Everything's relative in new art show

In Depth of Identity II, Miami artists bring family histories to the surface.

by Jake Cline

Attendees of the fifth annual Heritage Fest will have the opportunity to tour the Arsht Center’s latest visual-arts exhibition, Depth of Identity II. Curated by Miami gallerist and former Arsht Center Trust Board member Rosie Gordon Wallace, the show features works by three South Florida artists: Shawna Moulton, Devora Perez and Asser Saint-Val. The title operates on multiple levels, not all of them obvious.

Subtitled “Art as Memory and Archive,” the show and its more than 50 drawings, sculptures and paintings are rooted in the artists’ family histories, Caribbean heritage and their ideas about their present and future selves. This is most keenly expressed in Moulton’s ink-on-paper and mixed-media portraits.

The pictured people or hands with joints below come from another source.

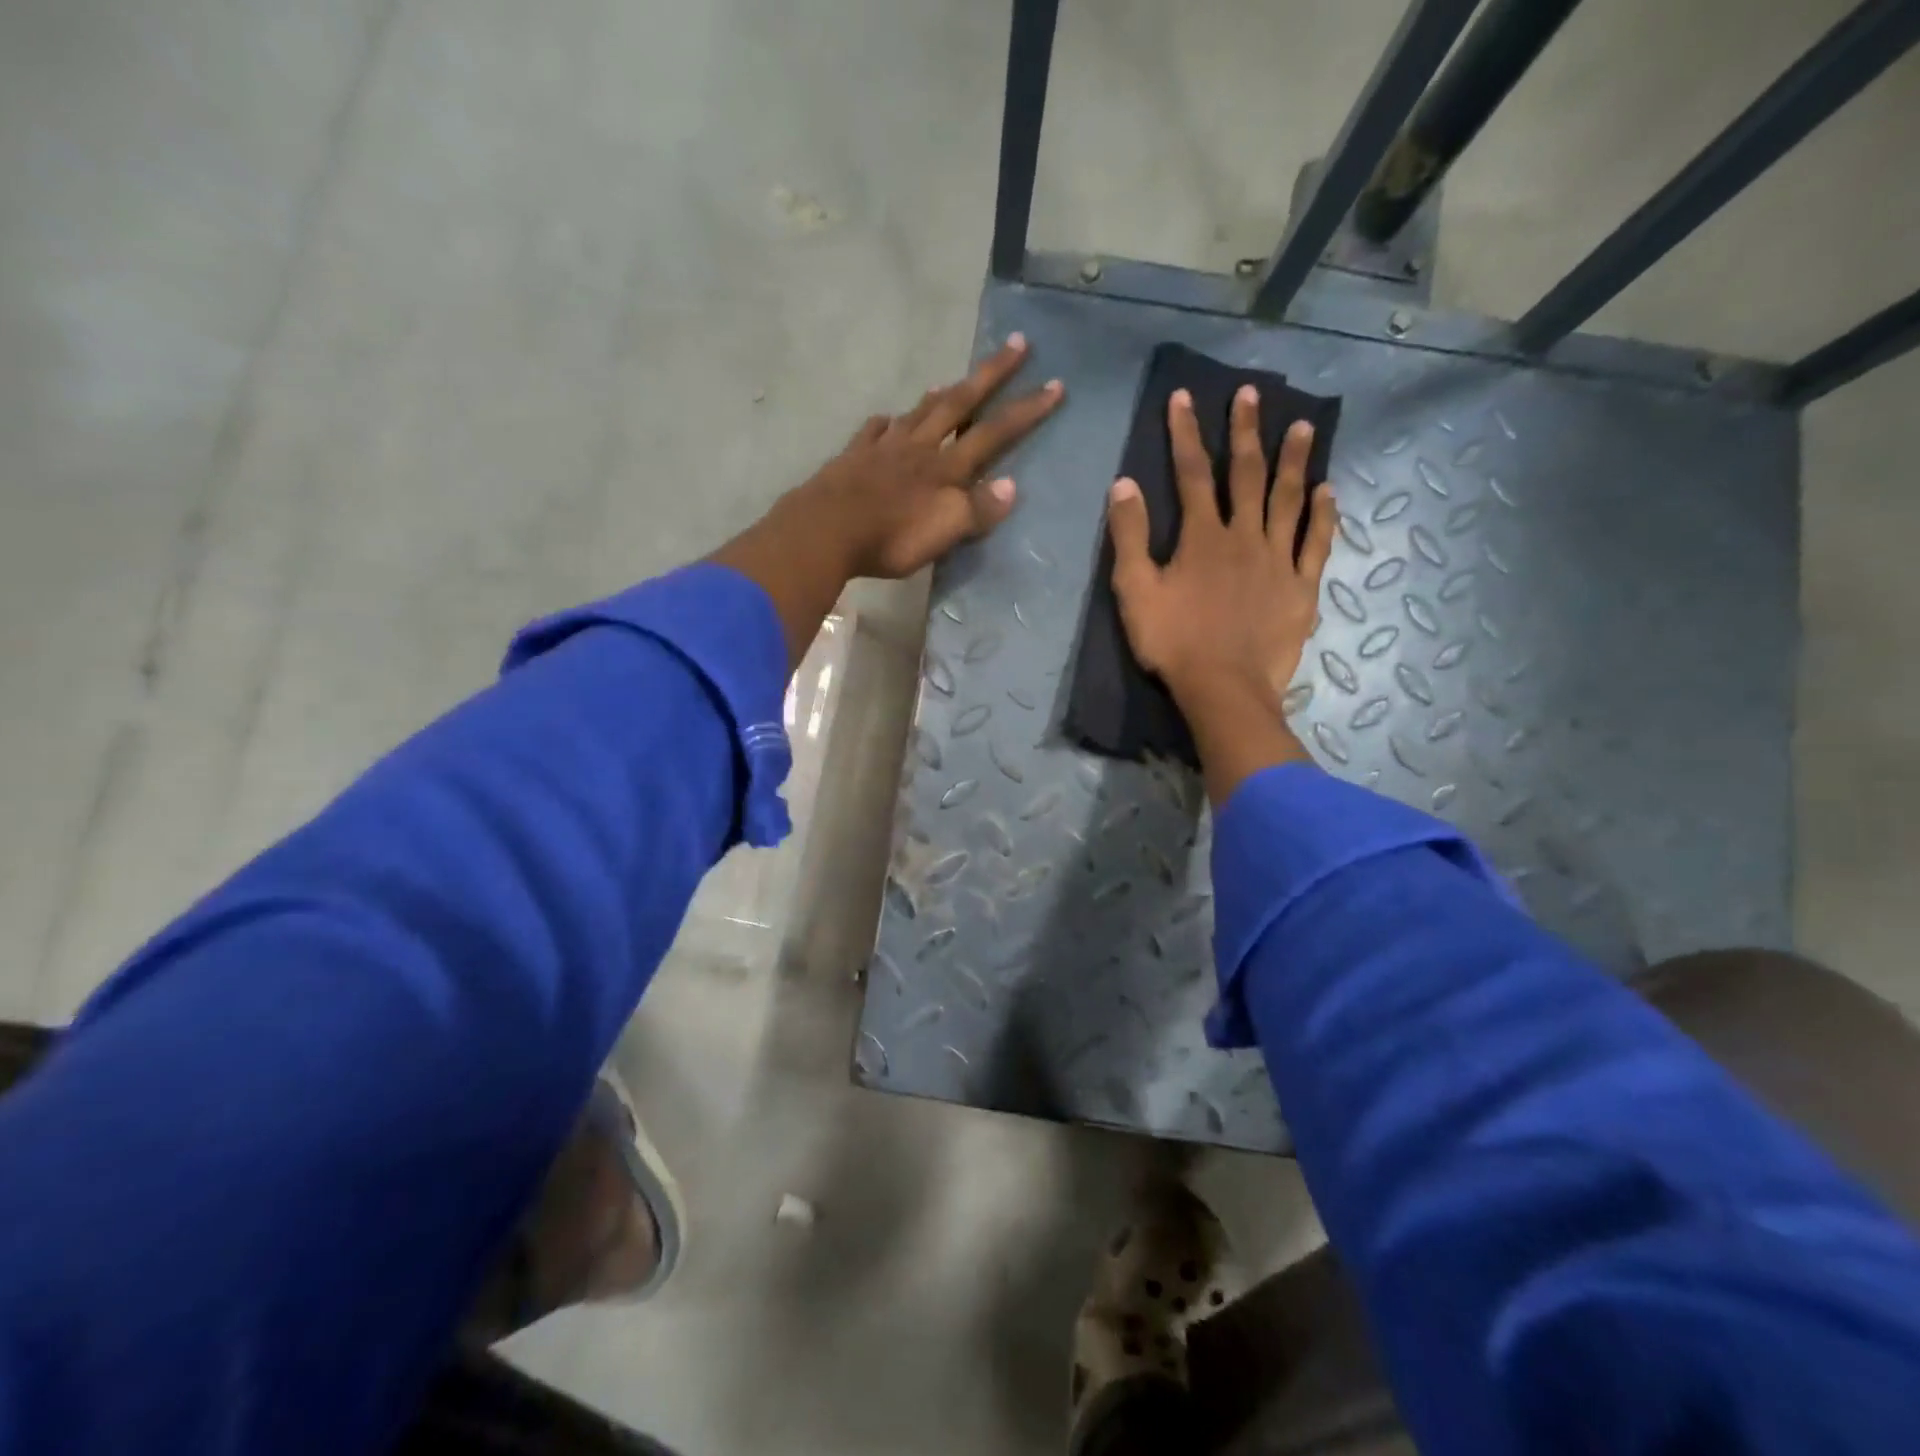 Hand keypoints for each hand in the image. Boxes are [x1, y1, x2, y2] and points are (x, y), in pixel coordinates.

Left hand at [783, 334, 1063, 579]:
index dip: (1025, 410)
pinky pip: (873, 432)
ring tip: (949, 381)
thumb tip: (1012, 486)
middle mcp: (917, 448)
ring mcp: (882, 448)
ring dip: (938, 395)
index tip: (1055, 384)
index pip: (994, 434)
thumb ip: (978, 510)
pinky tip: (886, 420)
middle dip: (991, 375)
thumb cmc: (890, 537)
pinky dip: (885, 423)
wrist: (825, 531)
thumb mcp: (944, 532)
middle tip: (1017, 343)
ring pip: (917, 413)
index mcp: (944, 468)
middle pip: (958, 404)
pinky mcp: (852, 458)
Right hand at [1107, 385, 1334, 800]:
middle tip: (1251, 394)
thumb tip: (1124, 484)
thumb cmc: (1173, 642)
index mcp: (1202, 537)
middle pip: (1246, 475)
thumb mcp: (1135, 591)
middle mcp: (1244, 536)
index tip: (1185, 397)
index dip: (1186, 434)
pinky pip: (1316, 543)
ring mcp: (1278, 560)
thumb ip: (1129, 537)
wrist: (1223, 689)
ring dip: (1293, 460)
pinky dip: (1323, 515)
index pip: (1192, 474)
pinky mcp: (1301, 587)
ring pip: (1288, 499)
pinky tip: (1328, 491)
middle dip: (1245, 431)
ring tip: (1302, 425)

Some of her pieces, such as “Mama and Papa” and “Cornerstone #2,” combine charcoal cutouts of faces and arms with body parts drawn directly on the Center’s walls.

“The portraits reference family photos,” Moulton, who was born in the Bahamas and raised in Jamaica, said during an artists talk in December moderated by Wallace. “I’m talking to my mom, my grandmother, my aunts, my uncles about our history. … My work has a past, present and future aspect to it.”

"Mama and Papa" by Shawna Moulton

("Mama and Papa" by Shawna Moulton. Photo by Jake Cline.)

Perez, who describes herself as a sculptor who thinks like a painter, is represented in the exhibition by lucent, monochromatic sheets of acrylic framed in wood. Her pieces also bear the influence of family. Her father worked in construction, and would often keep building materials around the house, creating the effect of an “in-between space” that Perez said now contains her art.

“I’m always thinking about identity,” she said. “[In Miami,] we’re constantly shifting, moving and not really preserving our history.”

Nothing feels settled in the works Saint-Val contributed to this show. Bulbous, oversize “air sculptures” droop from the lobby walls of the Knight Concert Hall and Ziff Ballet Opera House. Darkly hued, they resemble slippery deep-sea creatures that have somehow washed ashore. His paintings are equally inscrutable, presenting grotesque, vaguely steampunk beings with outstretched human limbs or torsos descending into — or are they rising from? — the ocean. More fascinating still, Saint-Val has created them from a mixture of acrylic paint, pantry items (salt, flour, coffee grinds) and household refuse (“vacuum dust”) and tagged them with menacing titles such as “I have allowed you to perform your task!”

“It is about the transformation of things,” Saint-Val said of his approach. “I really have no limits in terms of what I use.”

"MQNTUIVRS II" by Asser Saint-Val

("MQNTUIVRS II" by Asser Saint-Val. Photo by Jake Cline.)

Depth of Identity II will be on display at the Arsht Center until Sunday, February 18. At 4 p.m., Sunday, February 4, Wallace will lead guests on a tour of the exhibition as part of the Center’s Heritage Fest 2024: African Americans and the Arts. Admission to the festival and exhibition tour are free.